JIS News

The capabilities of the Bodles Research Station in Old Harbour, St Catherine, have been bolstered with the provision of two Case IH Farmall tractors, valued approximately $15.6 million, by the Ministry of Agriculture and Fisheries.

Portfolio Minister, Hon. Pearnel Charles Jr, handed over the equipment to the Research and Development Division on Friday (June 24).

The Division undertakes problem-solving engagements that support varied testing and evaluations, and pest identification and management interventions suited for local conditions.

Mr. Charles noted that acquisition of the equipment is part of a drive to improve the Ministry’s research stations and should assist in replacing the aging tractor fleet at Bodles.

“A reliable tractor is essential for the efficient performance of research activities at Bodles. These tractors are designed and developed with high technology that guarantees effective performance. They are also easy to maintain, compared to others on the market,” the Minister stated.

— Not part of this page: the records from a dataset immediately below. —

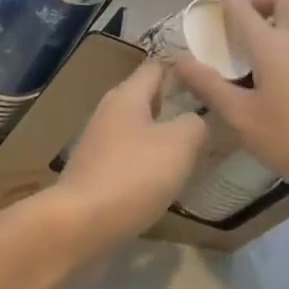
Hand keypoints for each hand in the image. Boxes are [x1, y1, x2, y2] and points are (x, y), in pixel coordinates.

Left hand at [52, 61, 207, 249]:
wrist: (80, 222)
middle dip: (173, 101)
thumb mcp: (179, 145)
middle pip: (145, 95)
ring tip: (191, 145)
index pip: (156, 66)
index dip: (182, 68)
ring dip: (160, 132)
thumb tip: (197, 119)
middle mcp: (109, 109)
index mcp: (127, 94)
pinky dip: (146, 157)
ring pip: (136, 125)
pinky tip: (163, 175)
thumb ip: (195, 124)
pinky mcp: (94, 168)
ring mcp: (98, 139)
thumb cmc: (133, 175)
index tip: (208, 78)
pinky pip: (127, 152)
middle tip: (206, 112)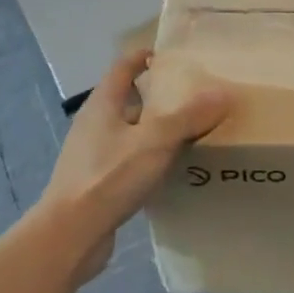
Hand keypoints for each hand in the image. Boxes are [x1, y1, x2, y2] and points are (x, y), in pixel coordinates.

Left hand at [39, 50, 231, 280]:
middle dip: (159, 96)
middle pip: (128, 99)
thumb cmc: (109, 177)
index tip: (175, 57)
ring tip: (192, 133)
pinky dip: (150, 159)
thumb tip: (223, 93)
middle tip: (195, 97)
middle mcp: (94, 124)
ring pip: (130, 133)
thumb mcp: (156, 141)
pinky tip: (172, 170)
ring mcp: (93, 155)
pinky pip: (129, 161)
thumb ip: (190, 116)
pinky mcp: (97, 183)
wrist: (70, 235)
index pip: (123, 66)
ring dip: (156, 130)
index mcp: (103, 104)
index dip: (146, 57)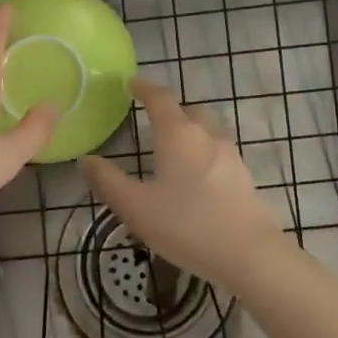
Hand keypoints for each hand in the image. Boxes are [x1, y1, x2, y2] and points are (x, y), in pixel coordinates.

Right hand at [80, 79, 287, 290]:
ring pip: (207, 131)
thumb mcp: (136, 207)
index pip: (160, 98)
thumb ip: (108, 182)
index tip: (132, 83)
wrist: (250, 254)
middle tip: (153, 120)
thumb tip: (87, 159)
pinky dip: (204, 156)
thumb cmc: (187, 225)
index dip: (145, 88)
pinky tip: (196, 180)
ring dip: (190, 132)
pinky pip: (219, 154)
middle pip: (189, 111)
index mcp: (177, 134)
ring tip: (174, 152)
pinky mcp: (244, 177)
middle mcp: (206, 136)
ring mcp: (230, 155)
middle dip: (171, 111)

The tractors will assist the Livestock Unit and Crop and Plant Protection Units in meeting a 150-acre target for pasture development under the Pasture Redevelopment Project and driving the production of haylage and silage, with expected yields of 14,000 tonnes per acre.

Additionally, they will be uutilised to pull farm implements and establish seed production plots for hot peppers, pumpkins, sorrel, and other crops.

“The use of the tractors will also assist the research team to meet the 150-pound seed target for hot peppers to result in approximately 970 hectares of hot peppers, giving a real boost to the Ministry’s Production and Productivity Programme agenda,” Mr. Charles indicated.

He emphasised the importance of instituting a structured maintenance and management regime for the equipment which, he said, is “paramount to achieve sustainability and increased efficiencies.”

Deputy Research Director at Bodles, Michelle Sherwood, welcomed the equipment and the widescale productivity boost anticipated.

“We take, very seriously, the charge that has been given to us in terms of being able to lead the research,” she said, adding that “this is just the beginning; together, we can move to another level.”

A total of $926 million has been spent between 2018 and 2022 under phase one of the Ministry’s transformation project.

The sum included expenditure on the rehabilitation and construction of new and improved facilities at Bodles, with phase two slated to entail build-out at other research stations.